During the first half century of the Republic, the North
and South were changing coats from time to time, on the subject of State
Rights and the right to secede, but meanwhile the Constitution itself
was working silently in the North to undermine the particularism of
Jefferson and to strengthen the nationalism of Hamilton. It had
accomplished its work in the early thirties, when it found its perfect
expression in Webster's reply to Hayne. But the Southern people were
just as firmly convinced that Hayne was the victor in that contest as
the Northern people were that Webster was. The vast material interests
bottomed on slavery offset and neutralised the unifying process in the
South, while it continued its wholesome work in the North, and thus the
clashing of ideas paved the way for the clash of arms. That the
behaviour of the slaveholders resulted from the circumstances in which
they were placed and not from any innate deviltry is a fact now conceded
by all impartial men.
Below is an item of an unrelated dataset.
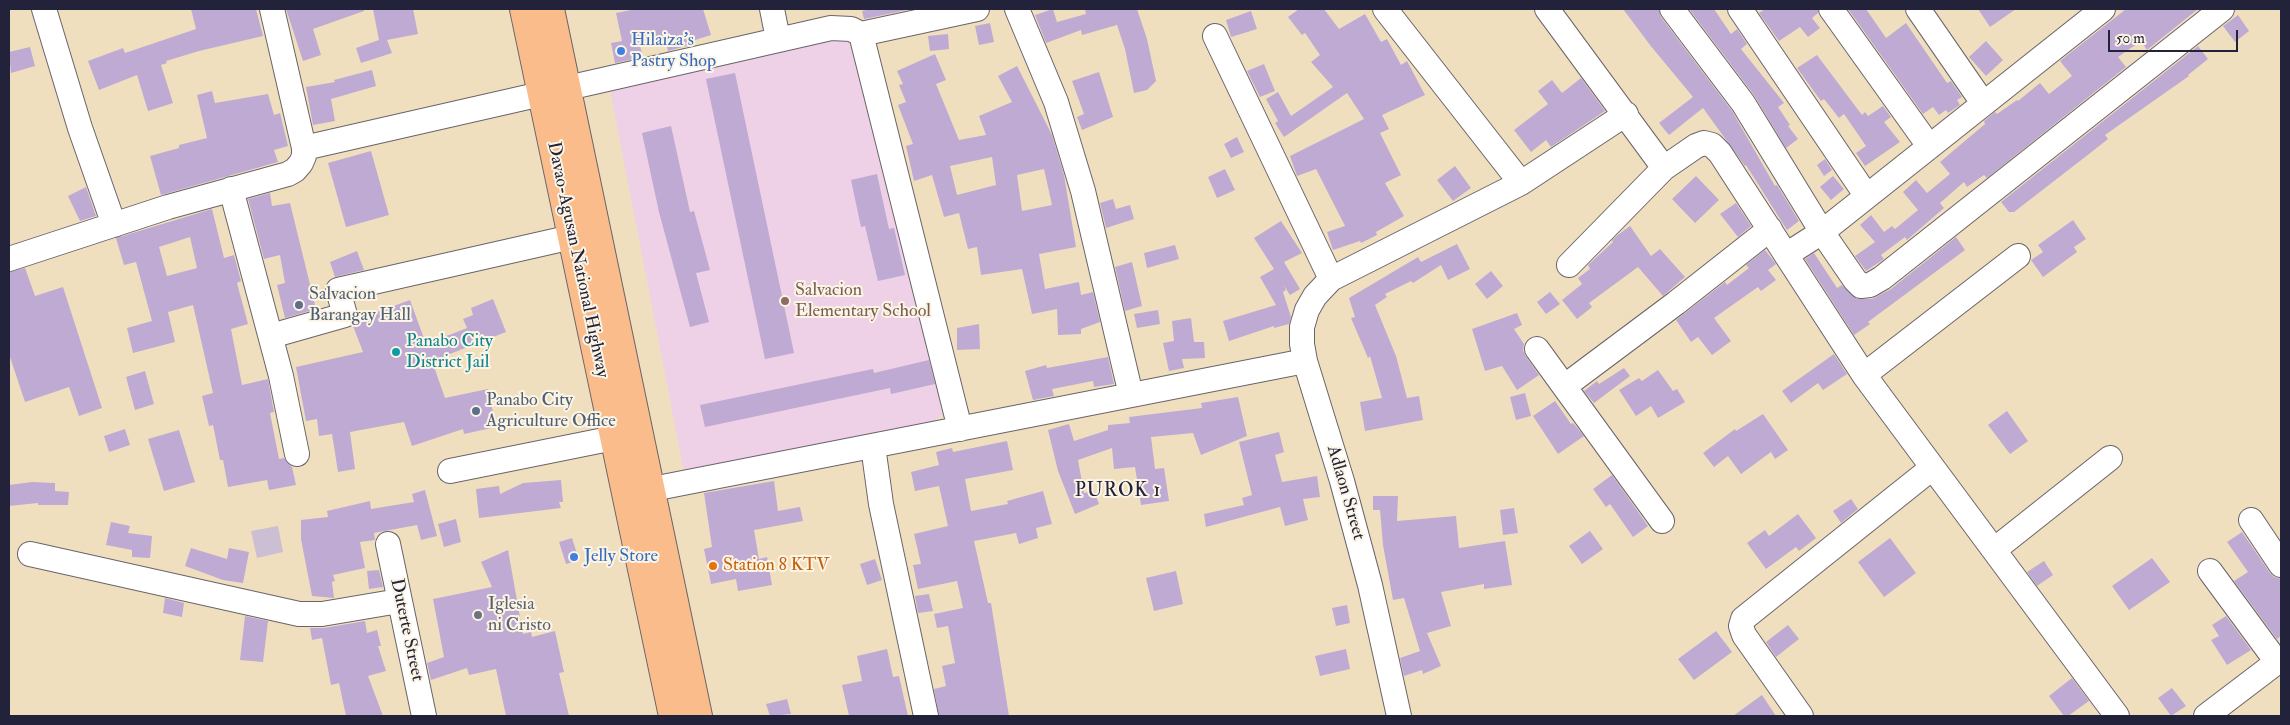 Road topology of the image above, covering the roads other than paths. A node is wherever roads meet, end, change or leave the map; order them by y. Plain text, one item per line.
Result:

It was conceded by Lincoln both before the War and
during the War, and this fact accounts for the affection bestowed upon
him by Southern hearts to-day."
Lincoln carried into politics the same standard of consistency of action
that had characterised his work at the Bar. He writes, in 1859, to a
correspondent whom he was directing to further the organisation of the
new party: "Do not, in order to secure recruits, lower the standard of
the Republican party.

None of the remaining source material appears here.